Records from a collection
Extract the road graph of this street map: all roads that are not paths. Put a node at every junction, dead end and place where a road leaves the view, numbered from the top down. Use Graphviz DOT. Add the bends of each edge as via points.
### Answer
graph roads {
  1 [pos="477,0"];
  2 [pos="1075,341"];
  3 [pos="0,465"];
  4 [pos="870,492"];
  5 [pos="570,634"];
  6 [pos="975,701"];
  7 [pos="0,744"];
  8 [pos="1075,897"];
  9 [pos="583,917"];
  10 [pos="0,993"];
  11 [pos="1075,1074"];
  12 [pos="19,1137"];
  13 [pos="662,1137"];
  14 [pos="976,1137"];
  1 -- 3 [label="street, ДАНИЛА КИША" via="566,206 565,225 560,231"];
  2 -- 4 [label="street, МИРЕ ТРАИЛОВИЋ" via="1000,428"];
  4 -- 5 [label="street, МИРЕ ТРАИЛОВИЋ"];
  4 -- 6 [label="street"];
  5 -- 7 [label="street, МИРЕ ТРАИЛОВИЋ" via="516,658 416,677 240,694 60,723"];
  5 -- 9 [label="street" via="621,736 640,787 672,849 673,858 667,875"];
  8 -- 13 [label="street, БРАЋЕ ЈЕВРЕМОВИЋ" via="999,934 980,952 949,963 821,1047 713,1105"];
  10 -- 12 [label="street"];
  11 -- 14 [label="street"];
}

- **WHAT IS NEEDED**
Write each line of the data above out again without altering a word.

- **EXERCISE SOLUTION**
Extract the road graph of this street map: all roads that are not paths. Put a node at every junction, dead end and place where a road leaves the view, numbered from the top down. Use Graphviz DOT. Add the bends of each edge as via points.
### Answer
graph roads {
  1 [pos="477,0"];
  2 [pos="1075,341"];
  3 [pos="0,465"];
  4 [pos="870,492"];
  5 [pos="570,634"];
  6 [pos="975,701"];
  7 [pos="0,744"];
  8 [pos="1075,897"];
  9 [pos="583,917"];
  10 [pos="0,993"];
  11 [pos="1075,1074"];
  12 [pos="19,1137"];
  13 [pos="662,1137"];
  14 [pos="976,1137"];
  1 -- 3 [label="street, ДАНИЛА КИША" via="566,206 565,225 560,231"];
  2 -- 4 [label="street, МИРЕ ТРАИЛОВИЋ" via="1000,428"];
  4 -- 5 [label="street, МИРЕ ТРАИЛОВИЋ"];
  4 -- 6 [label="street"];
  5 -- 7 [label="street, МИРЕ ТРАИЛОВИЋ" via="516,658 416,677 240,694 60,723"];
  5 -- 9 [label="street" via="621,736 640,787 672,849 673,858 667,875"];
  8 -- 13 [label="street, БРАЋЕ ЈЕВРЕМОВИЋ" via="999,934 980,952 949,963 821,1047 713,1105"];
  10 -- 12 [label="street"];
  11 -- 14 [label="street"];
}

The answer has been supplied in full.